**Problem to solve:**
Copy every record exactly, leaving the pictures out.

**Study material:**
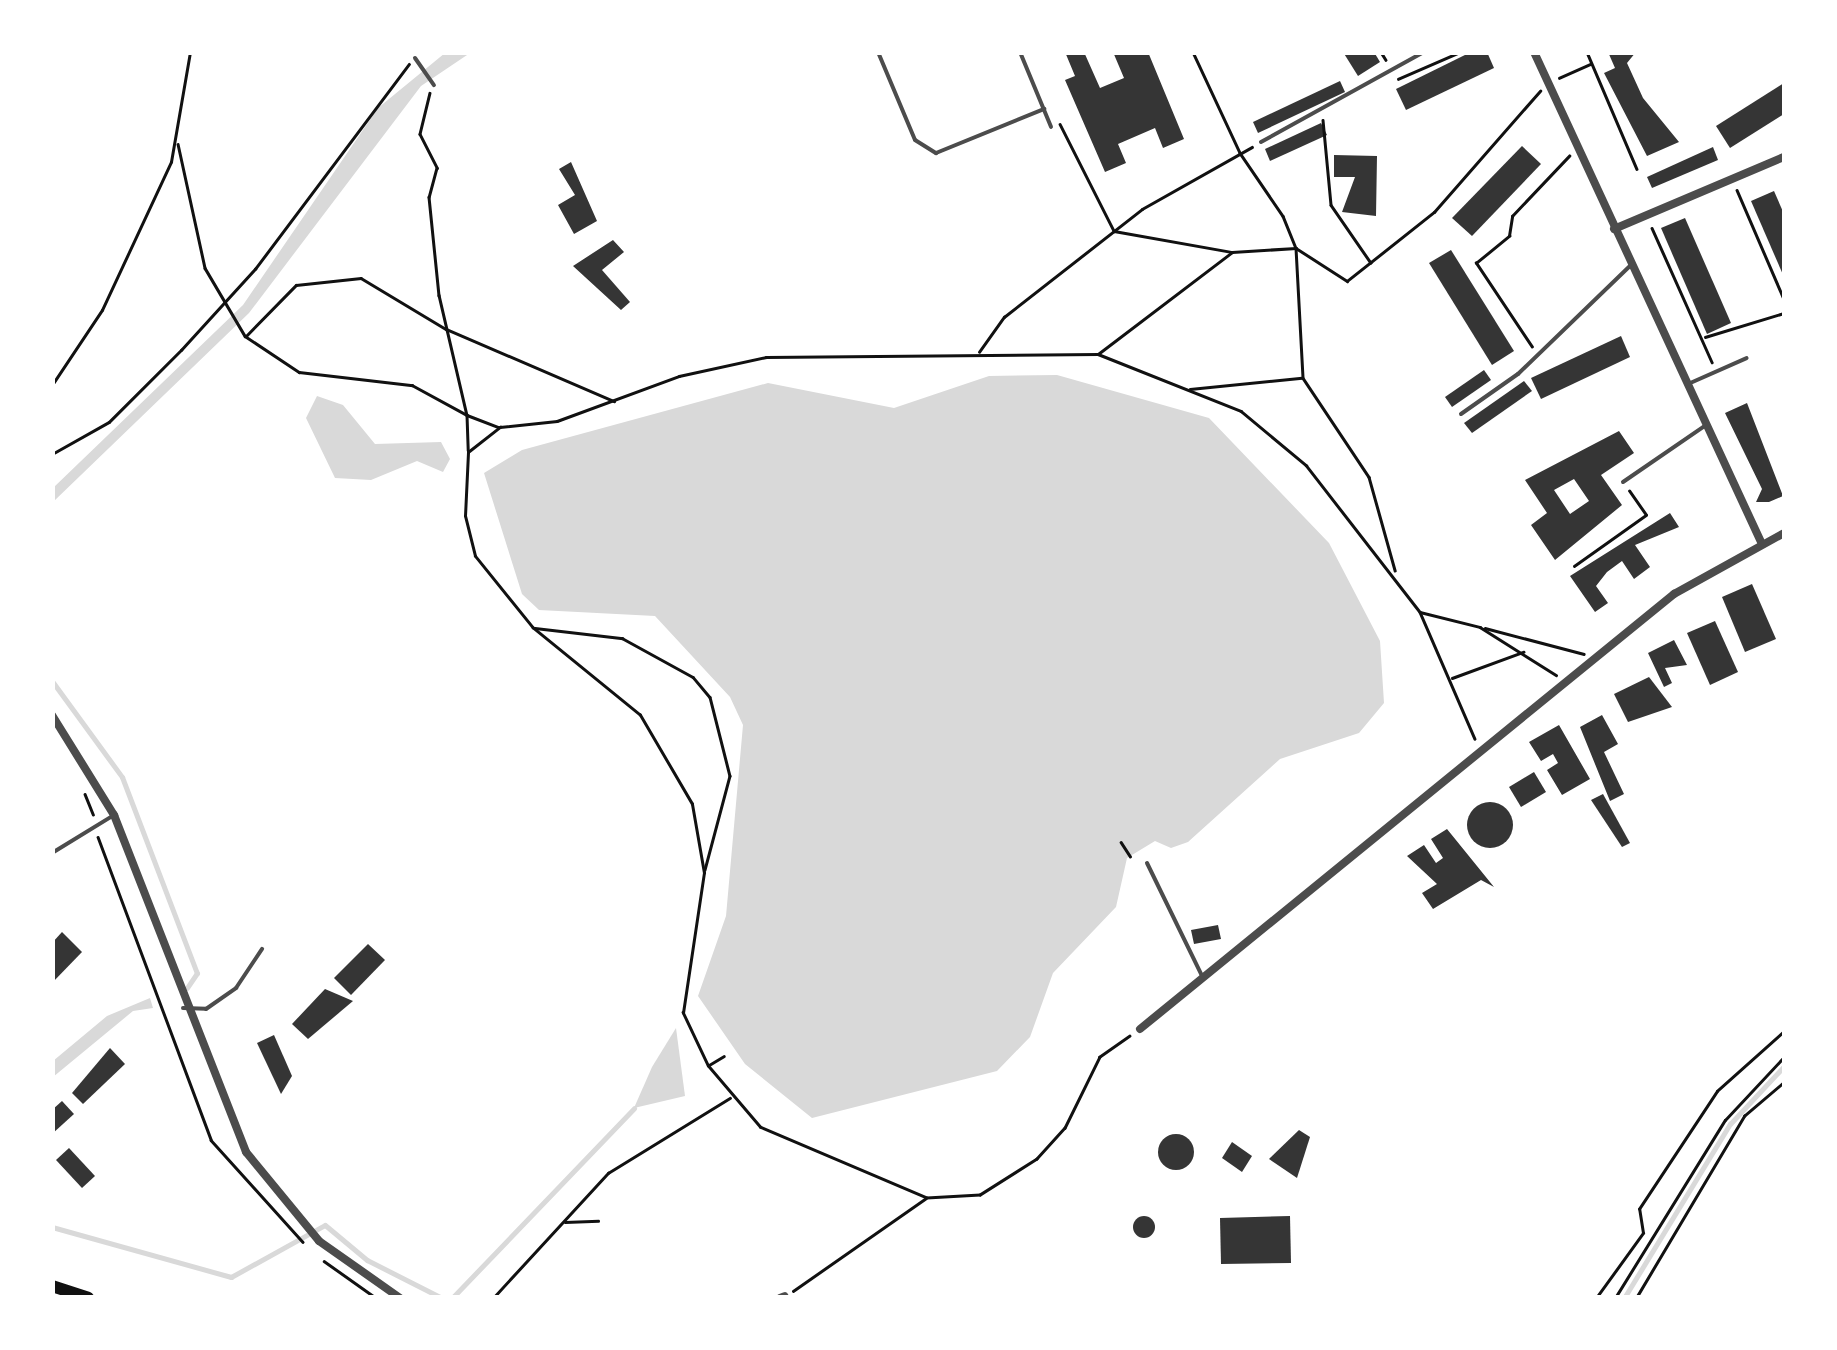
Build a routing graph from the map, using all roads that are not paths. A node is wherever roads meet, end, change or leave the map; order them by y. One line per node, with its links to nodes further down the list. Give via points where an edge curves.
1 (878, 52): 7 (lane, via 915,140 936,153)
2 (1020, 52): 7 (lane)
3 (1424, 52): 9 (lane)
4 (1534, 52): 11 (street)
5 (415, 58): 6 (lane)
6 (434, 85)
7 (1044, 109): 8 (lane)
8 (1051, 128)
9 (1261, 142)
10 (1784, 157): 11 (street)
11 (1614, 229): 12 (street)
12 (1630, 265): 14 (street); 15 (lane, via 1538,356)
13 (1748, 358): 14 (lane)
14 (1687, 384): 16 (street)
15 (1462, 414)
16 (1706, 425): 17 (lane); 19 (street)
17 (1622, 482)
18 (1784, 533): 19 (street)
19 (1762, 544): 25 (street, via 1674,594)
20 (52, 715): 21 (street)
21 (114, 815): 22 (lane); 26 (street)
22 (52, 853)
23 (1147, 863): 25 (lane)
24 (262, 948): 26 (lane, via 236,988 206,1009)
25 (1203, 978): 27 (street)
26 (183, 1008): 30 (street, via 231,1126 307,1230)
27 (1140, 1029)
28 (52, 1286): 29 (highway)
29 (88, 1298)
30 (400, 1298)

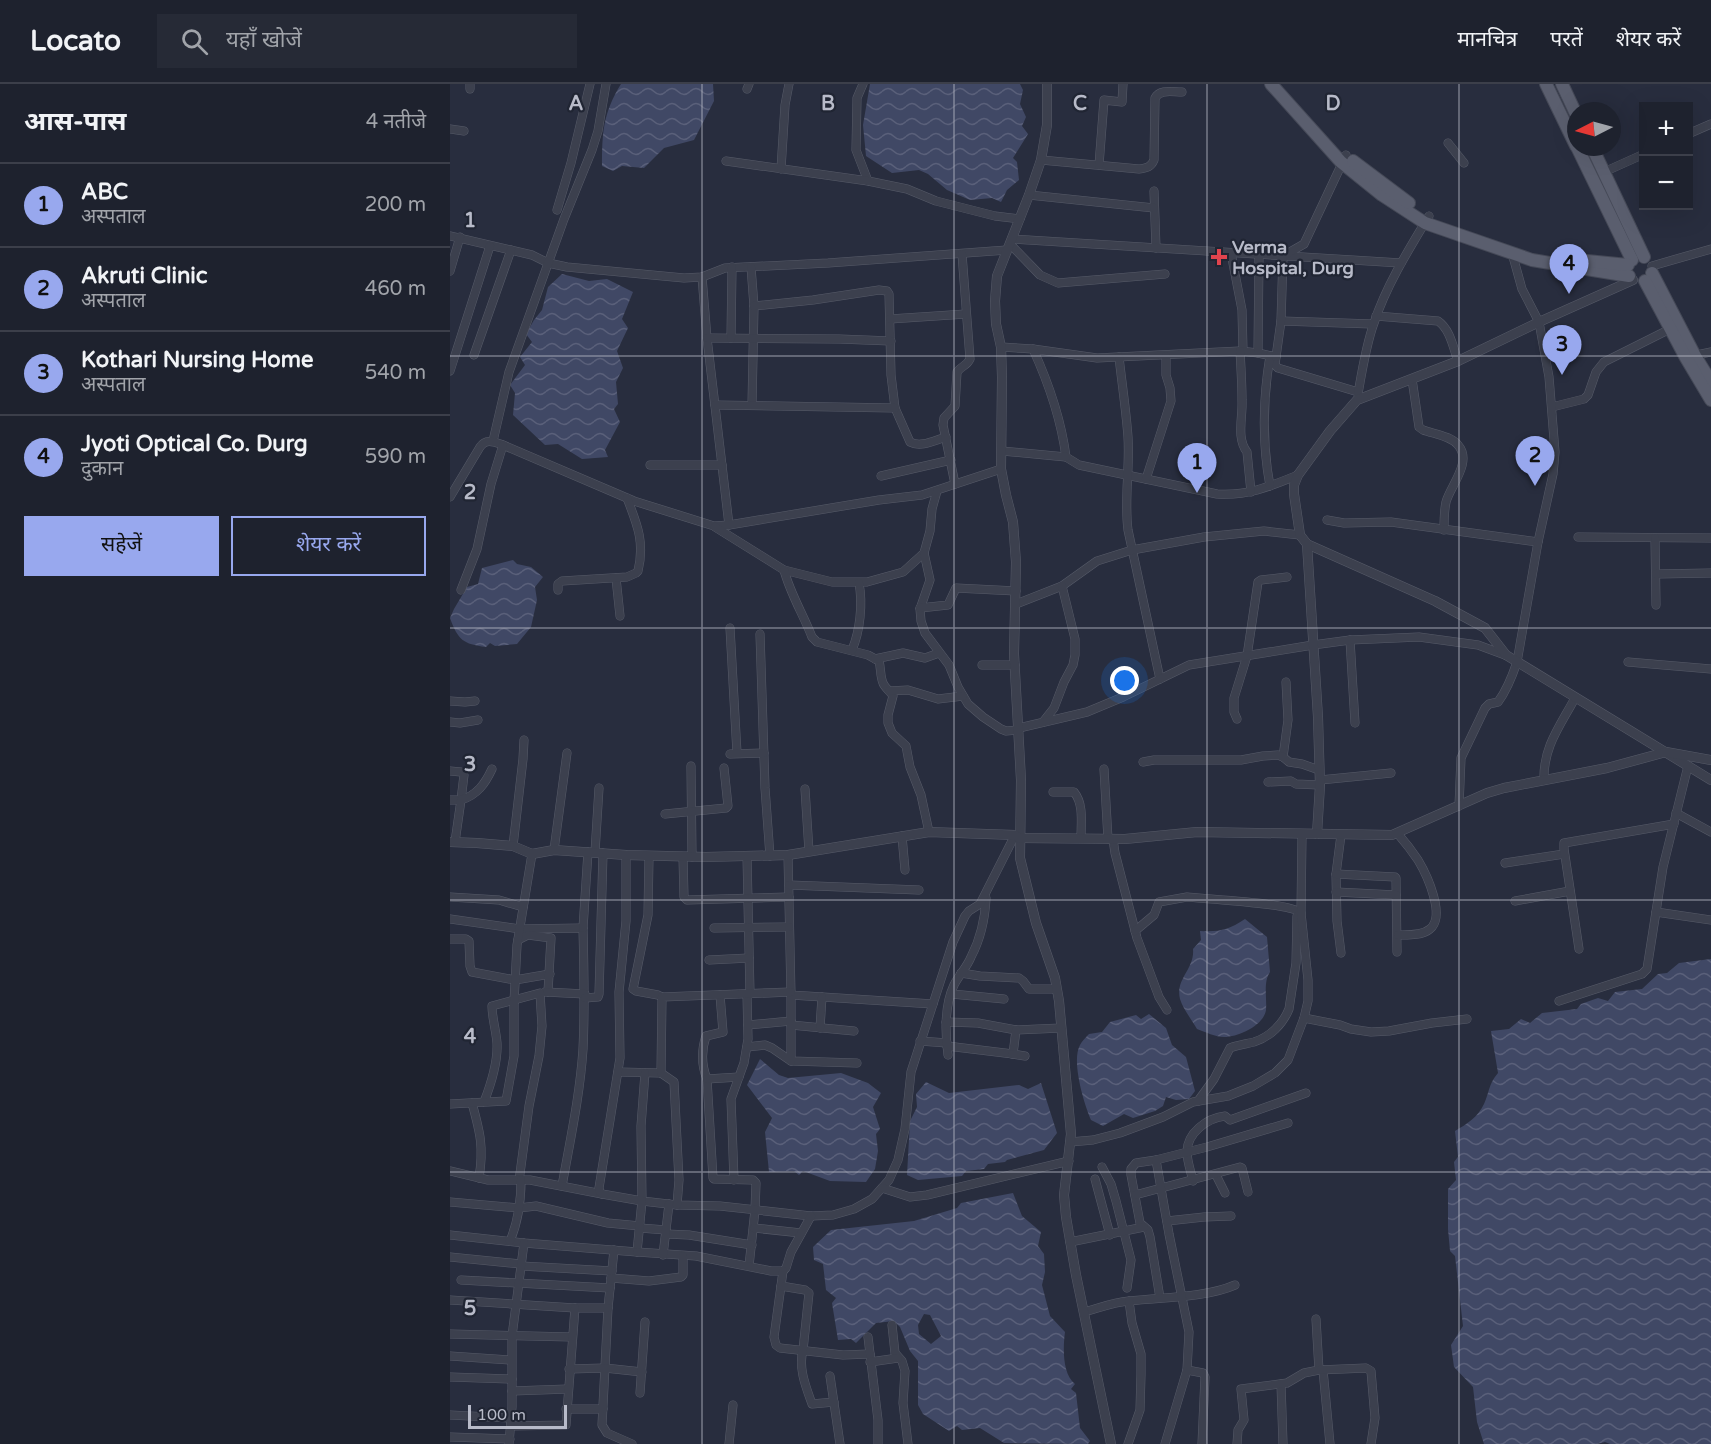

**Exercise solution:**
Build a routing graph from the map, using all roads that are not paths. A node is wherever roads meet, end, change or leave the map; order them by y. One line per node, with its links to nodes further down the list. Give via points where an edge curves.
1 (878, 52): 7 (lane, via 915,140 936,153)
2 (1020, 52): 7 (lane)
3 (1424, 52): 9 (lane)
4 (1534, 52): 11 (street)
5 (415, 58): 6 (lane)
6 (434, 85)
7 (1044, 109): 8 (lane)
8 (1051, 128)
9 (1261, 142)
10 (1784, 157): 11 (street)
11 (1614, 229): 12 (street)
12 (1630, 265): 14 (street); 15 (lane, via 1538,356)
13 (1748, 358): 14 (lane)
14 (1687, 384): 16 (street)
15 (1462, 414)
16 (1706, 425): 17 (lane); 19 (street)
17 (1622, 482)
18 (1784, 533): 19 (street)
19 (1762, 544): 25 (street, via 1674,594)
20 (52, 715): 21 (street)
21 (114, 815): 22 (lane); 26 (street)
22 (52, 853)
23 (1147, 863): 25 (lane)
24 (262, 948): 26 (lane, via 236,988 206,1009)
25 (1203, 978): 27 (street)
26 (183, 1008): 30 (street, via 231,1126 307,1230)
27 (1140, 1029)
28 (52, 1286): 29 (highway)
29 (88, 1298)
30 (400, 1298)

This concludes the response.